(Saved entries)
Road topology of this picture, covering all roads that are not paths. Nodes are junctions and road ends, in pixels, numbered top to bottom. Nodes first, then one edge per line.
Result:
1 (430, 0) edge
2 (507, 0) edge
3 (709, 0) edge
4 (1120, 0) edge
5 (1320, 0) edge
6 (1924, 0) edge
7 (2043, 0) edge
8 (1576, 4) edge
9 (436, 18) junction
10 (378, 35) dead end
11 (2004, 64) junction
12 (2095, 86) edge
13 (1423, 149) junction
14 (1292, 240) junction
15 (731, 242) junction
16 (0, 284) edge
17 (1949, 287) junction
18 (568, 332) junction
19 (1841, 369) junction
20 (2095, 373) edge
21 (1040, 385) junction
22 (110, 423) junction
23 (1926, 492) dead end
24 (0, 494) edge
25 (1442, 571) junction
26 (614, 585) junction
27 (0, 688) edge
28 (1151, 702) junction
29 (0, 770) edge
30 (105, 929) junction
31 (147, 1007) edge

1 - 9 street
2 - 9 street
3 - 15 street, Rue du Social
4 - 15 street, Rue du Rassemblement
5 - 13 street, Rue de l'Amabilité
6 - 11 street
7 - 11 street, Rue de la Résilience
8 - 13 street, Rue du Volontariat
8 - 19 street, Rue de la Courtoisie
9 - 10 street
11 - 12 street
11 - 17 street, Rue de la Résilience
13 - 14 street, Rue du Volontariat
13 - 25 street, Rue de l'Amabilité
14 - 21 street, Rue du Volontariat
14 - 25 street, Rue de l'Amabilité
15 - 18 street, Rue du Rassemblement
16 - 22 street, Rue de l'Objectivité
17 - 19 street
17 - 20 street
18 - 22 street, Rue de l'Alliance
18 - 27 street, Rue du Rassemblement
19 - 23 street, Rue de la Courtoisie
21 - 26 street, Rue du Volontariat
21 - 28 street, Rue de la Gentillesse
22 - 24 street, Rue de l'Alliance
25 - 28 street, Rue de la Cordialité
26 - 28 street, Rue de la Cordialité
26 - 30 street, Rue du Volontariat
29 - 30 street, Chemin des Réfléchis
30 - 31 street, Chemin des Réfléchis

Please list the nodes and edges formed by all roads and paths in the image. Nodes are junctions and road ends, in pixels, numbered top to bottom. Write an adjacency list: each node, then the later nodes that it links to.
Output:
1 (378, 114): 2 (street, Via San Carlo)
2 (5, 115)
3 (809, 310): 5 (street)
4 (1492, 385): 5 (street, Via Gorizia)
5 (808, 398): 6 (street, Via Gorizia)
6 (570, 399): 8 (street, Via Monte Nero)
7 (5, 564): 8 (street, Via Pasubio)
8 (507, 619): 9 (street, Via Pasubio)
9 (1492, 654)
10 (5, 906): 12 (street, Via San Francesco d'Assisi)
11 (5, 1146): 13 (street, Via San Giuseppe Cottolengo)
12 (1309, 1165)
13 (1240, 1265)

# [YOUR TASK]
All of the records shown above should be reproduced exactly.

# [RESPONSE TO THE EXERCISE]
Road topology of this picture, covering all roads that are not paths. Nodes are junctions and road ends, in pixels, numbered top to bottom. Nodes first, then one edge per line.
Result:
1 (430, 0) edge
2 (507, 0) edge
3 (709, 0) edge
4 (1120, 0) edge
5 (1320, 0) edge
6 (1924, 0) edge
7 (2043, 0) edge
8 (1576, 4) edge
9 (436, 18) junction
10 (378, 35) dead end
11 (2004, 64) junction
12 (2095, 86) edge
13 (1423, 149) junction
14 (1292, 240) junction
15 (731, 242) junction
16 (0, 284) edge
17 (1949, 287) junction
18 (568, 332) junction
19 (1841, 369) junction
20 (2095, 373) edge
21 (1040, 385) junction
22 (110, 423) junction
23 (1926, 492) dead end
24 (0, 494) edge
25 (1442, 571) junction
26 (614, 585) junction
27 (0, 688) edge
28 (1151, 702) junction
29 (0, 770) edge
30 (105, 929) junction
31 (147, 1007) edge

1 - 9 street
2 - 9 street
3 - 15 street, Rue du Social
4 - 15 street, Rue du Rassemblement
5 - 13 street, Rue de l'Amabilité
6 - 11 street
7 - 11 street, Rue de la Résilience
8 - 13 street, Rue du Volontariat
8 - 19 street, Rue de la Courtoisie
9 - 10 street
11 - 12 street
11 - 17 street, Rue de la Résilience
13 - 14 street, Rue du Volontariat
13 - 25 street, Rue de l'Amabilité
14 - 21 street, Rue du Volontariat
14 - 25 street, Rue de l'Amabilité
15 - 18 street, Rue du Rassemblement
16 - 22 street, Rue de l'Objectivité
17 - 19 street
17 - 20 street
18 - 22 street, Rue de l'Alliance
18 - 27 street, Rue du Rassemblement
19 - 23 street, Rue de la Courtoisie
21 - 26 street, Rue du Volontariat
21 - 28 street, Rue de la Gentillesse
22 - 24 street, Rue de l'Alliance
25 - 28 street, Rue de la Cordialité
26 - 28 street, Rue de la Cordialité
26 - 30 street, Rue du Volontariat
29 - 30 street, Chemin des Réfléchis
30 - 31 street, Chemin des Réfléchis

Please list the nodes and edges formed by all roads and paths in the image. Nodes are junctions and road ends, in pixels, numbered top to bottom. Write an adjacency list: each node, then the later nodes that it links to.
Output:
1 (378, 114): 2 (street, Via San Carlo)
2 (5, 115)
3 (809, 310): 5 (street)
4 (1492, 385): 5 (street, Via Gorizia)
5 (808, 398): 6 (street, Via Gorizia)
6 (570, 399): 8 (street, Via Monte Nero)
7 (5, 564): 8 (street, Via Pasubio)
8 (507, 619): 9 (street, Via Pasubio)
9 (1492, 654)
10 (5, 906): 12 (street, Via San Francesco d'Assisi)
11 (5, 1146): 13 (street, Via San Giuseppe Cottolengo)
12 (1309, 1165)
13 (1240, 1265)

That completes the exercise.